** DATA EXTRACTS follows **

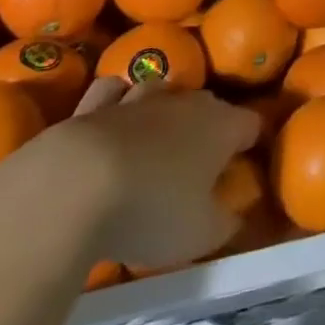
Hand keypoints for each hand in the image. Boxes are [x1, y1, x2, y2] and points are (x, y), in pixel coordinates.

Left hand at [34, 80, 260, 271]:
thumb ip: (226, 223)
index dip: (250, 142)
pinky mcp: (93, 105)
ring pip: (163, 90)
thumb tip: (236, 215)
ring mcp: (139, 98)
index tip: (242, 165)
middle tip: (198, 163)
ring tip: (155, 138)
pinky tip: (112, 121)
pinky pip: (113, 92)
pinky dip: (115, 101)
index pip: (251, 124)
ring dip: (164, 109)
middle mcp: (187, 102)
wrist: (73, 186)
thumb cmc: (151, 210)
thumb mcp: (201, 235)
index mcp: (222, 126)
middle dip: (208, 126)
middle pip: (209, 104)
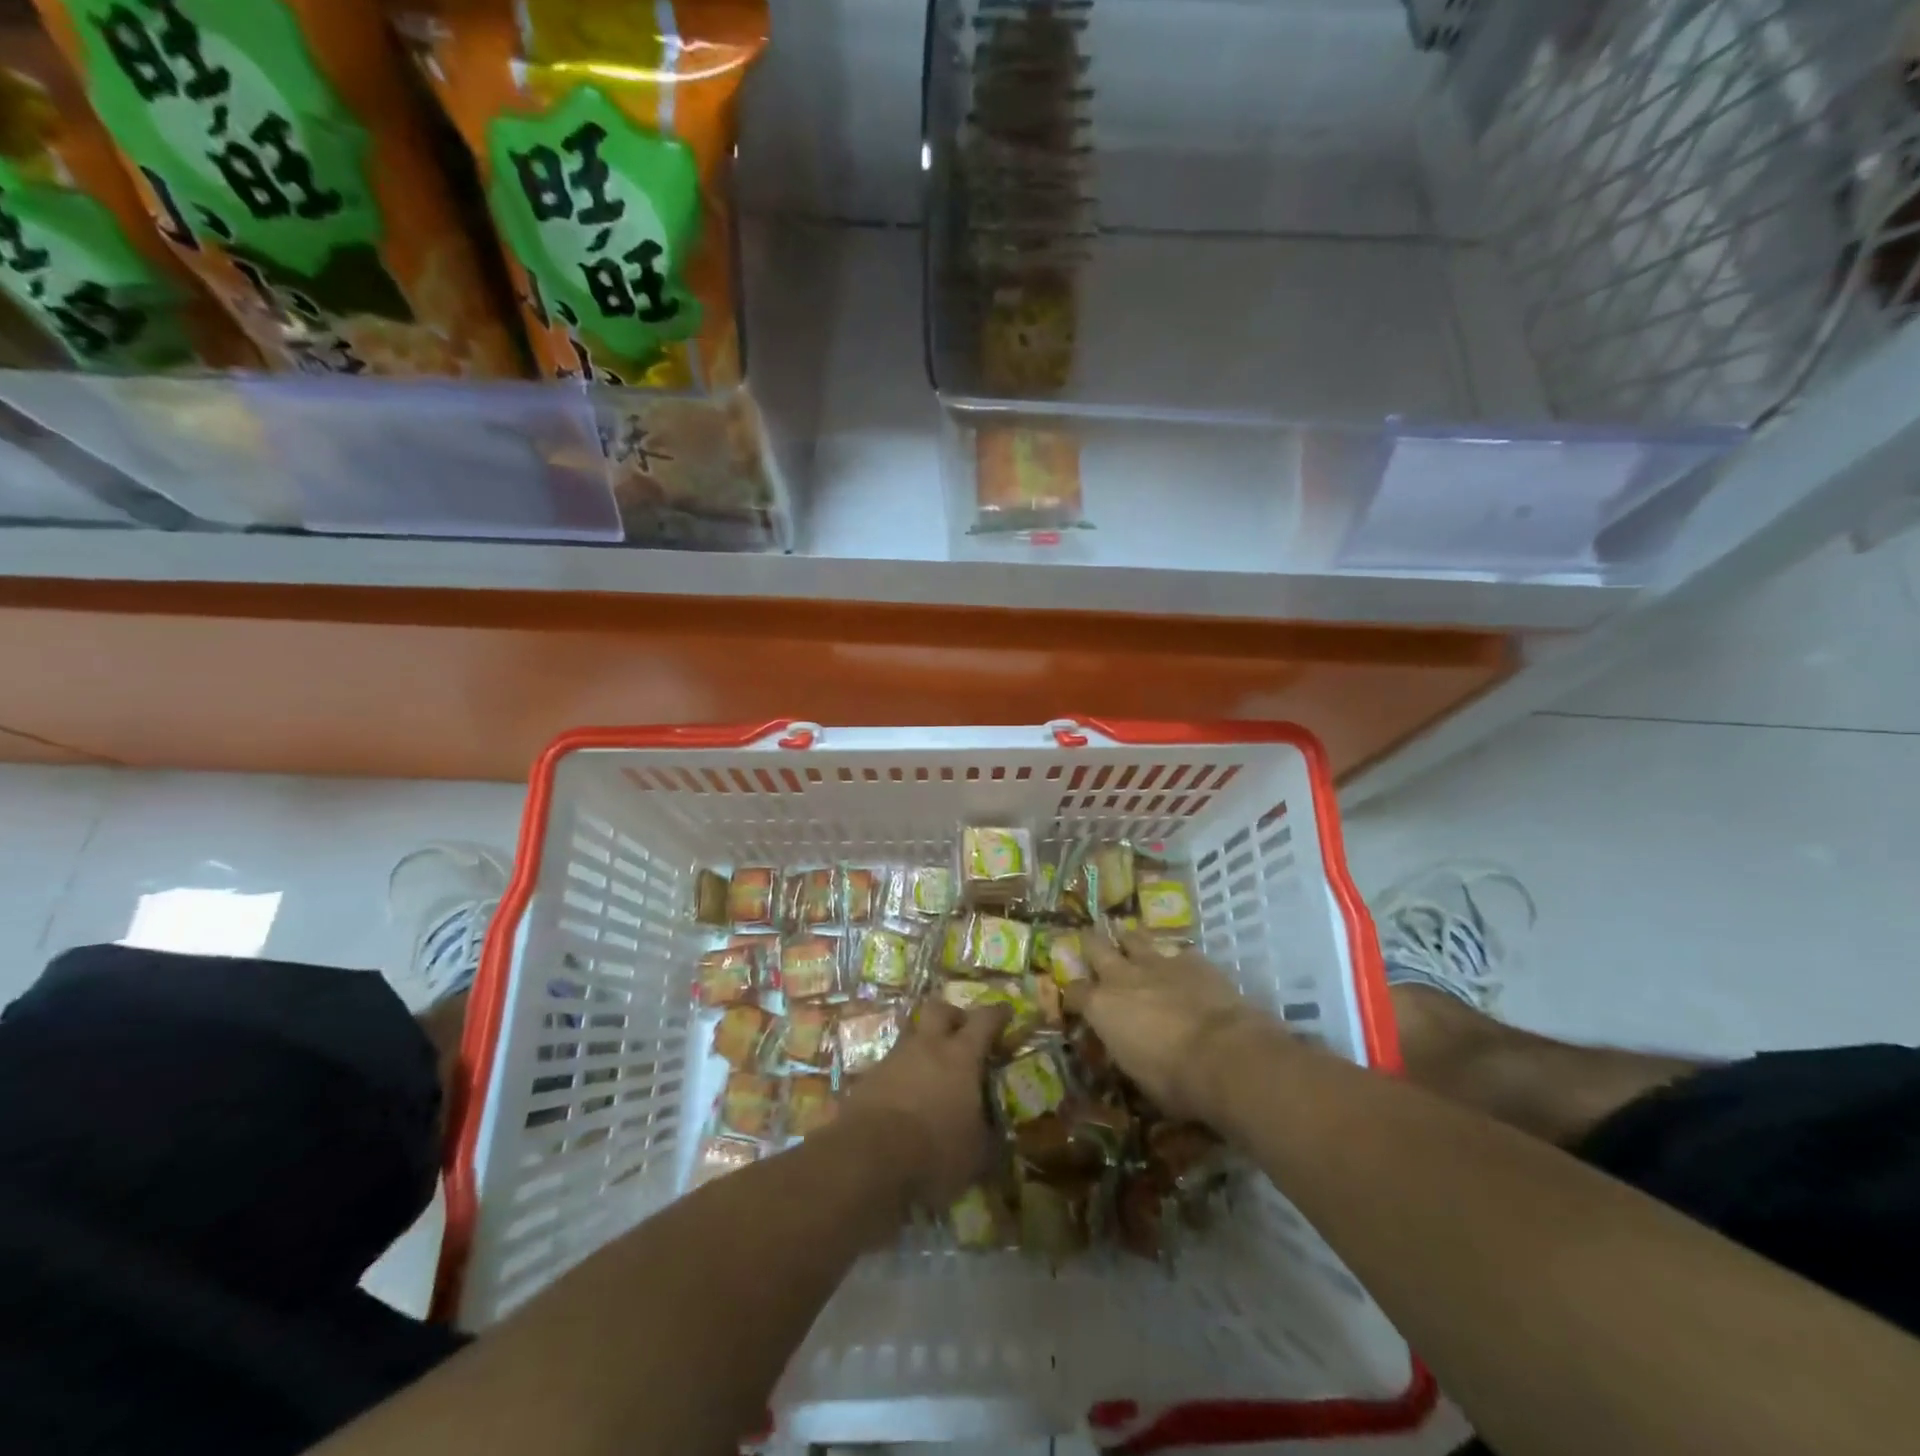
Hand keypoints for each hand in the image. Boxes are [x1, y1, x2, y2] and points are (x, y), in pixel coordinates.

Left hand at [838, 1001, 1009, 1208]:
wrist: (867, 1159)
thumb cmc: (935, 1151)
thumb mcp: (977, 1157)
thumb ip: (991, 1140)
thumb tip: (1000, 1137)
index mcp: (961, 1056)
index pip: (984, 1020)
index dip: (997, 1013)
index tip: (1006, 1011)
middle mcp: (926, 1046)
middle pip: (939, 1009)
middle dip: (953, 1015)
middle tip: (962, 1032)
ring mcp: (893, 1059)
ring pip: (910, 1036)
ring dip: (923, 1046)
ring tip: (931, 1072)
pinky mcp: (866, 1079)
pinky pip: (889, 1066)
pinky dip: (900, 1076)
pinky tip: (904, 1099)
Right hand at [1074, 931, 1276, 1118]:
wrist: (1225, 1055)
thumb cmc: (1173, 1079)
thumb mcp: (1137, 1074)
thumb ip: (1125, 1049)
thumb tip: (1127, 1047)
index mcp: (1101, 1006)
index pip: (1073, 992)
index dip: (1073, 996)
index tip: (1076, 1003)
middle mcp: (1122, 976)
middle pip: (1095, 946)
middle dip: (1091, 944)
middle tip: (1091, 943)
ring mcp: (1158, 962)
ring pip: (1134, 937)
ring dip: (1131, 941)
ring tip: (1131, 943)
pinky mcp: (1193, 960)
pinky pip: (1178, 952)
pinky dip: (1177, 960)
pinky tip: (1183, 968)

** End of DATA EXTRACTS **

WHAT YOU WILL DO -> Start at the line with "thumb tip: (1127, 1047)" and stop at the end of the records. Write those lines out exactly and add nothing.

SOLUTION BELOW ->
thumb tip: (1127, 1047)
index mcp: (1101, 1006)
index pip: (1073, 992)
index dip: (1073, 996)
index tip: (1076, 1003)
middle mcp: (1122, 976)
middle pip: (1095, 946)
middle dip: (1091, 944)
middle tip: (1091, 943)
ring mcp: (1158, 962)
ring pip: (1134, 937)
ring dip: (1131, 941)
ring tip: (1131, 943)
pinky mcp: (1193, 960)
pinky pip: (1178, 952)
pinky dip: (1177, 960)
pinky tip: (1183, 968)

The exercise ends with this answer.